Many technology companies either call Columbus home or have significant operations in the area. The first major commercial Internet service provider in the United States, CompuServe, still has its roots in Columbus, although it has been owned by AOL since 1998. They started in Columbus in 1969 and first offered Internet service in 1979 with electronic mail services. Chemical Abstracts Service is located just north of the OSU campus, and is the "world's foremost clearinghouse for chemical research".

Sterling Commerce, a B2B software company, has its headquarters on the northwest side. Mettler Toledo, a manufacturer of precision scales and scientific equipment is headquartered in the area known as Polaris on the north side of the city.
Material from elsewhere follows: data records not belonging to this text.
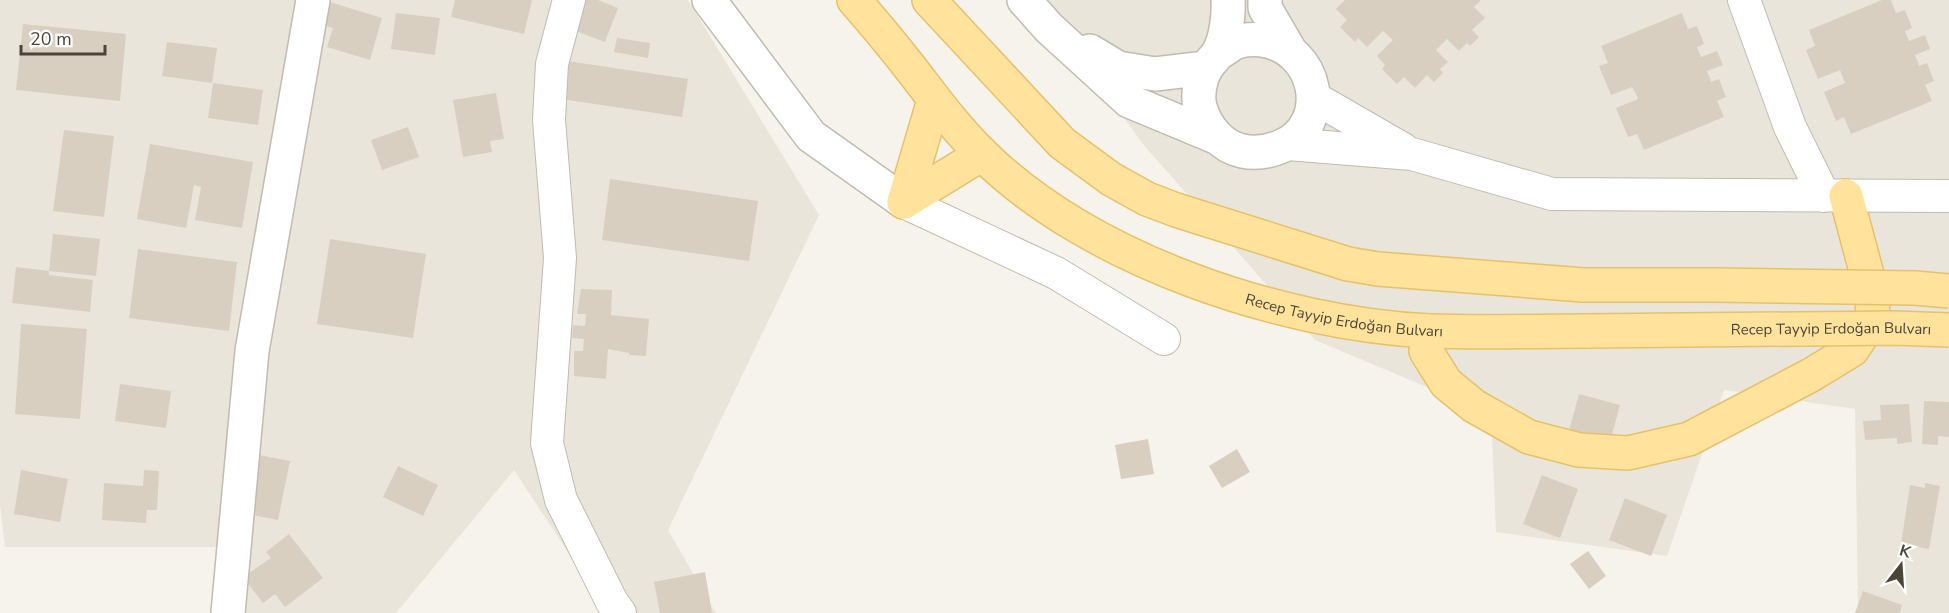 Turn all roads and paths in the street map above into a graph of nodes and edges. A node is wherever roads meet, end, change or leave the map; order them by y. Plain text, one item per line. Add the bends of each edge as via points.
1 (313, 0) edge
2 (569, 0) edge
3 (709, 0) edge
4 (854, 0) edge
5 (929, 0) edge
6 (1024, 0) edge
7 (1228, 0) edge
8 (1265, 0) edge
9 (1744, 0) edge
10 (1049, 28) junction
11 (1289, 49) junction
12 (1212, 60) junction
13 (1313, 97) junction
14 (934, 100) junction
15 (1218, 138) junction
16 (1288, 144) junction
17 (982, 154) junction
18 (1412, 154) junction
19 (1835, 196) junction
20 (1949, 196) edge
21 (904, 202) junction
22 (1949, 291) edge
23 (1949, 330) edge
24 (1428, 331) junction
25 (1164, 339) dead end
26 (228, 613) edge
27 (620, 613) edge

1 - 26 street via 252,351
2 - 27 street via 552,64 549,120 560,258 547,443 561,500
3 - 21 street via 811,136
4 - 14 main road, Recep Tayyip Erdoğan Bulvarı
5 - 22 main road, bridge via 1062,143 1111,179 1146,199 1348,264 1583,285
6 - 10 street
7 - 12 street via 1229,16
8 - 11 street via 1265,8
9 - 19 street via 1790,127
10 - 12 street via 1118,68 1155,74
10 - 15 street via 1129,101
11 - 12 street via 1272,41 1254,39 1235,43
11 - 13 street via 1302,62
12 - 15 street via 1200,86 1200,105 1206,123
13 - 16 street via 1310,115
13 - 18 street
14 - 17 main road, Recep Tayyip Erdoğan Bulvarı
14 - 21 main road
15 - 16 street via 1234,149 1253,153
16 - 18 street
17 - 21 main road
17 - 24 main road, Recep Tayyip Erdoğan Bulvarı via 1036,200 1160,267 1214,288 1322,318
18 - 19 street via 1552,194
19 - 20 street
19 - 24 main road via 1873,297 1872,320 1852,350 1689,439 1628,453 1579,450 1529,437 1474,406 1446,383 1426,351
21 - 25 street via 1056,273
23 - 24 main road, Recep Tayyip Erdoğan Bulvarı, bridge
Columbus is home to interactive agencies and software development companies, with a concentration in Columbus' downtown and Arena District neighborhoods. Online Computer Library Center (OCLC), a leading library information company, is based in the Columbus area.

The Battelle Memorial Institute has played a key global role in the technological community over the last century, launching many products based on their discoveries. Battelle is the "world’s largest private contract research and development organization", managing labs and companies all over the world. In 2004, Battelle opened a new biotechnology and chemistry lab in Columbus. In 2009, Battelle was awarded 26 prestigious awards from R&D Magazine for developments, bringing their total to 217.

The multi-jurisdictional 315 Research + Technology Corridor was set up in 2006 to promote the area nationally and internationally. TechColumbus was also created in 2002 to help accelerate and support the growth of Central Ohio's tech economy.

American Electric Power, a Fortune 500 company, has its headquarters in downtown Columbus.

Alliance Data, Also a Fortune 500 company has recently arranged to move its headquarters to Columbus Ohio from its prior location in Plano, Texas.

Vertiv, a provider of equipment and services for data centers is based in Columbus.